Advocacy & Practice Updates — Advocacy & Practice
ASRS Guiding Principles for Drug Policy
- Preserve patient access. Savings from a model or negotiation should not be derived from reduced access. This has the potential to harm patients. Physicians must maintain just-in-time access to necessary drugs.
- Preserve physician and patient choice of therapy. Physicians must continue to use their clinical judgement, in consultation with their patients, to provide the most appropriate treatment based on the unique characteristics of the patient’s disease.
- Prevent penalties for physicians. Physicians do not set the drug prices. Any model or negotiation should be between the payers and the manufacturers. Manufacturers should bear the cost of penalties when they violate the terms of the model, negotiation, or price controls.
- Protect physician practice finances. Programs should ensure predictable revenue streams for physicians so they can obtain the drugs and maintain the operations of the practice. Physicians should not be reimbursed at a level below the cost to obtain the drug. Hardship provisions should reimburse physicians for lost revenue in real time.
- Improve transparency related to intermediaries in the supply chain. Established or proposed actors in the Part B drug supply chain, such as, pharmacy benefit managers (PBMs), specialty pharmacies, and competitive acquisition program (CAP) vendors operate with little transparency or oversight. While it can be difficult to obtain information on their practices, studies show that intermediaries such as PBMs impose fees on insurers while at the same time negotiate rebates with manufactures that they keep. This practice adds additional costs to the system without an increase in value. These intermediaries must have additional oversight so patients are not burdened by unnecessary out-of-pocket costs or delays in treatment. In addition, they should not contribute to additional administrative costs for practices.

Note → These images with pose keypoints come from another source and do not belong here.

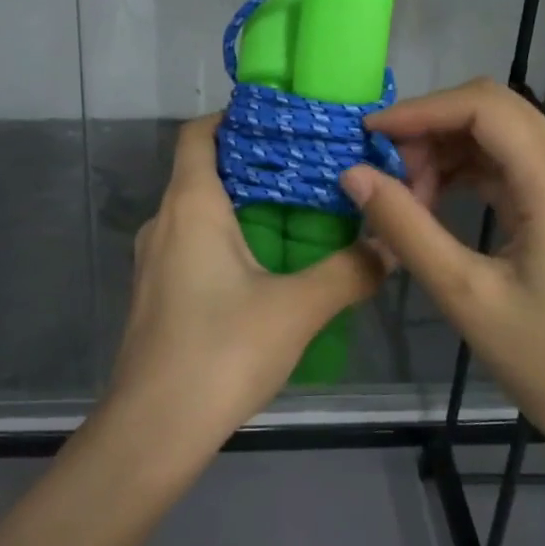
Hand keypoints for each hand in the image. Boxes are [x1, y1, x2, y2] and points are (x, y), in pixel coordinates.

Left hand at [108, 115, 383, 450]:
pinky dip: (228, 240)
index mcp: (190, 205)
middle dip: (254, 164)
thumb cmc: (221, 351)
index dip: (235, 117)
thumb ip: (349, 271)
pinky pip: (193, 245)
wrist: (153, 428)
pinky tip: (267, 268)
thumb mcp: (297, 309)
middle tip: (310, 169)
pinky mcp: (156, 293)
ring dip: (244, 206)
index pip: (199, 133)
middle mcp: (164, 221)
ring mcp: (154, 259)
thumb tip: (391, 245)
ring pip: (199, 211)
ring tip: (299, 214)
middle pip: (203, 170)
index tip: (282, 122)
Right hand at [340, 79, 544, 460]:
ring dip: (449, 149)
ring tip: (409, 193)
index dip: (421, 110)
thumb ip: (405, 227)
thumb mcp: (463, 295)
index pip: (485, 107)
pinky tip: (440, 199)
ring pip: (504, 133)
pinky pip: (518, 162)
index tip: (370, 136)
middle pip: (496, 111)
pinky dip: (472, 169)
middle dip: (432, 128)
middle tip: (387, 171)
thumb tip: (352, 174)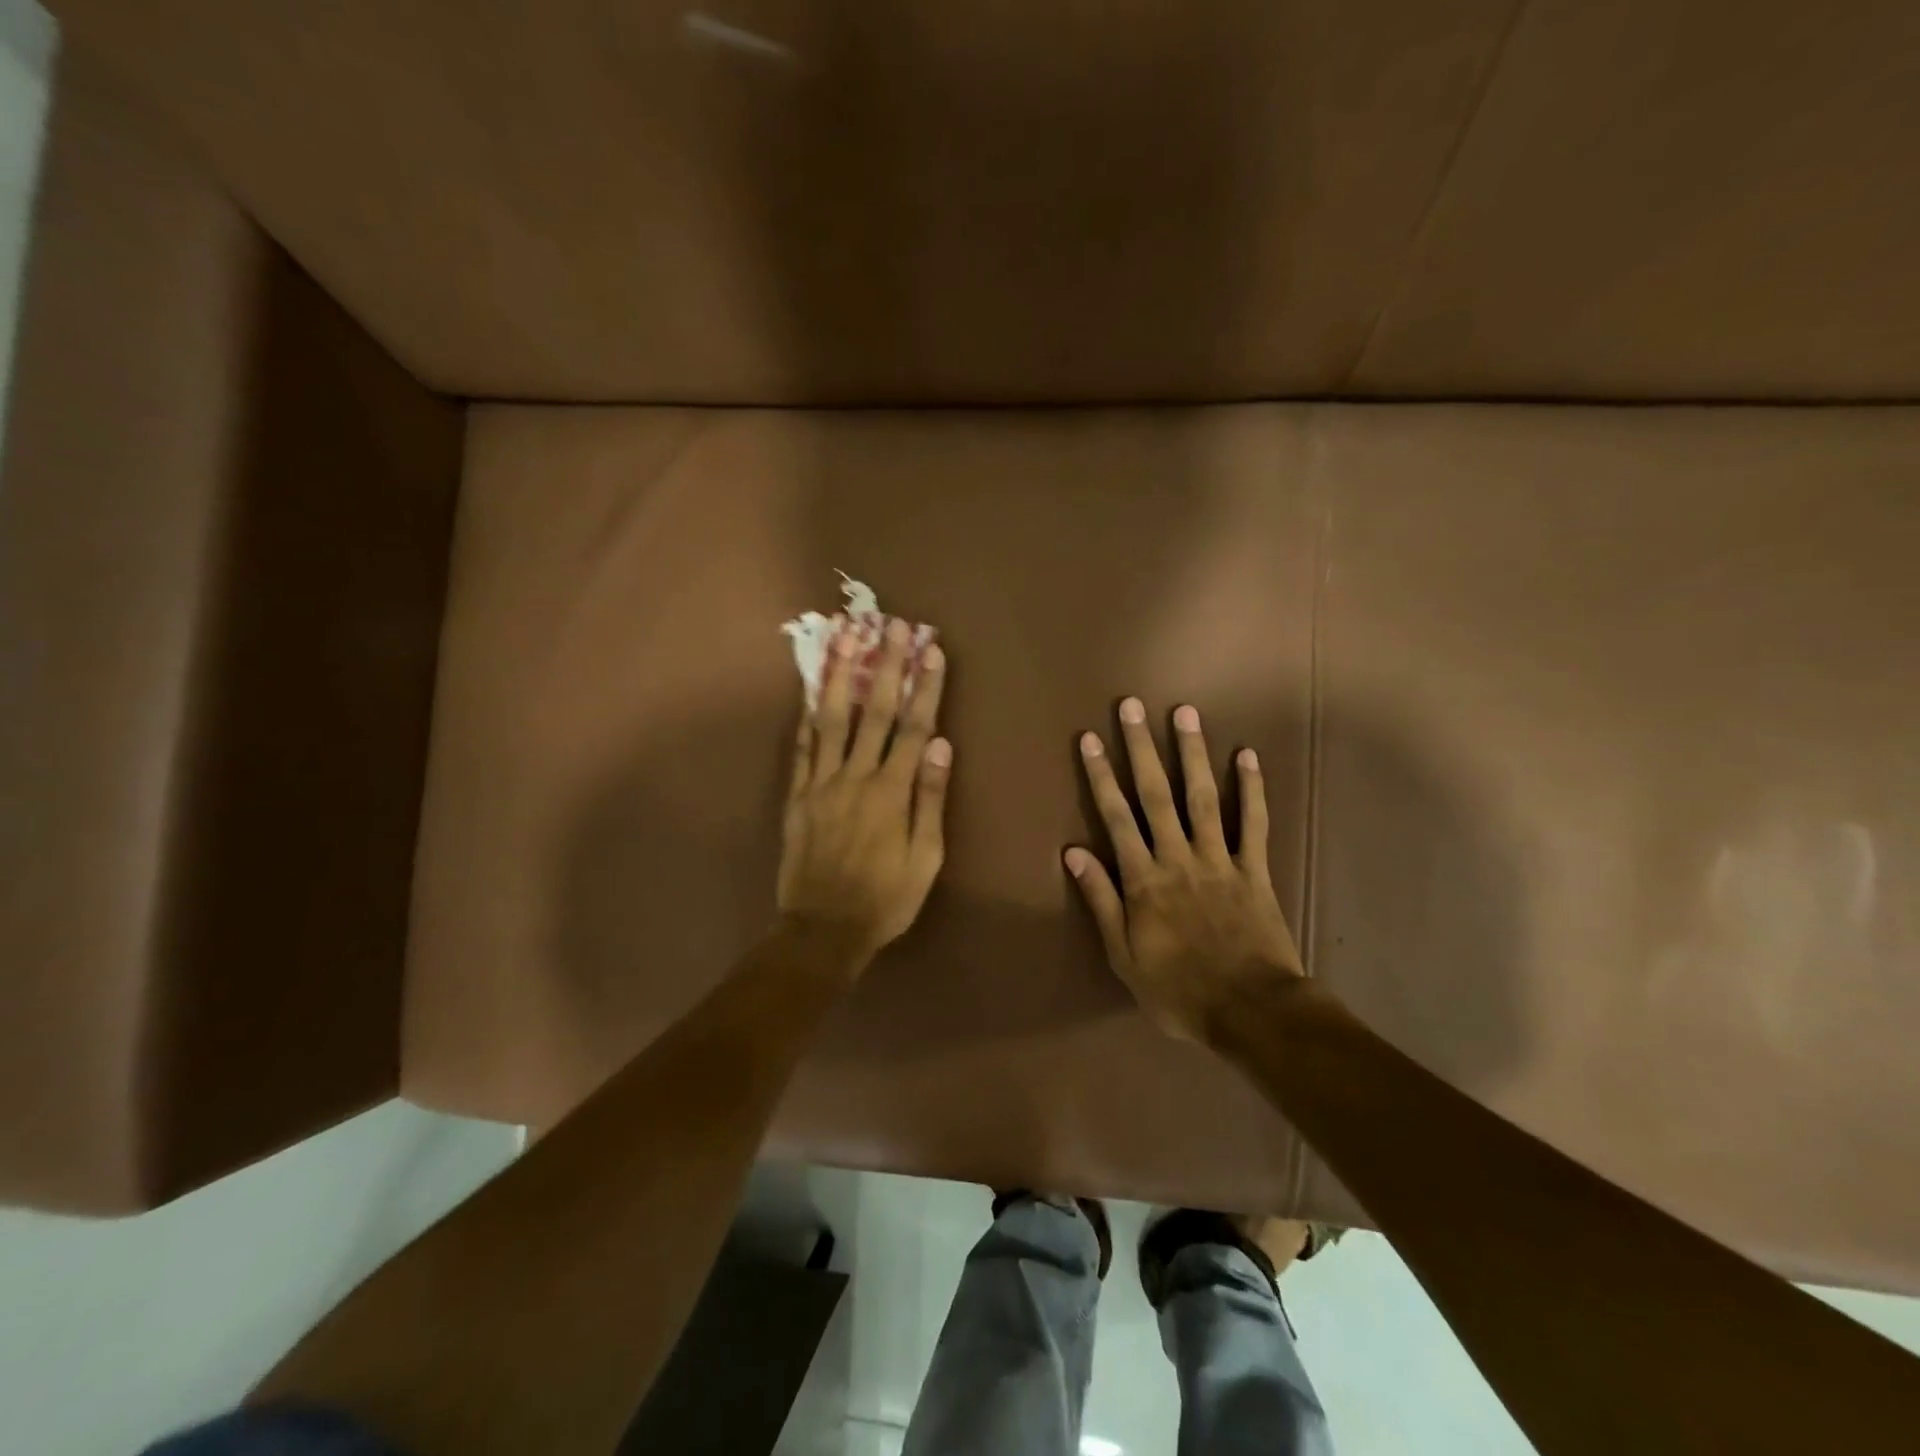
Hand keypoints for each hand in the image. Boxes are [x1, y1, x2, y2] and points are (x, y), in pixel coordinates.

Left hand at [778, 618, 950, 966]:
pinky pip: (802, 747)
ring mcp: (821, 783)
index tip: (931, 649)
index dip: (925, 686)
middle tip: (892, 624)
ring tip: (845, 636)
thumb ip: (931, 799)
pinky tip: (811, 688)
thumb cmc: (886, 898)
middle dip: (886, 664)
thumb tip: (943, 745)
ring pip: (831, 718)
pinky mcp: (797, 795)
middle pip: (874, 711)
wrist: (822, 930)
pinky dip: (807, 715)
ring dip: (839, 674)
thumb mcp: (925, 858)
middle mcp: (856, 777)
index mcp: (892, 792)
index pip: (914, 727)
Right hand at [1066, 698, 1302, 1041]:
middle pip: (1156, 794)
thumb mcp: (1124, 955)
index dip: (1101, 775)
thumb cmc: (1178, 990)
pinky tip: (1247, 756)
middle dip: (1141, 748)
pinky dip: (1252, 788)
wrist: (1251, 1013)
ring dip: (1192, 753)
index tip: (1090, 739)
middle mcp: (1178, 857)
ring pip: (1203, 797)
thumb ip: (1100, 900)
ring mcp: (1220, 860)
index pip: (1116, 817)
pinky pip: (1254, 823)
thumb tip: (1073, 851)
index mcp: (1143, 879)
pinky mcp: (1255, 870)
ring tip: (1184, 713)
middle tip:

- Protect research toward new cures and treatments. Drug pricing policy should not negatively impact ongoing or future research and development of new treatments. Manufacturers should be able to earn a reasonable profit to continue research efforts.
- Test models on a limited and voluntary scale before implementing mandatory, nationwide models.
- Keep savings for drug pricing within healthcare. Savings derived from drug pricing legislation or demonstration models should be used for other healthcare purposes or preventing further cuts to Medicare.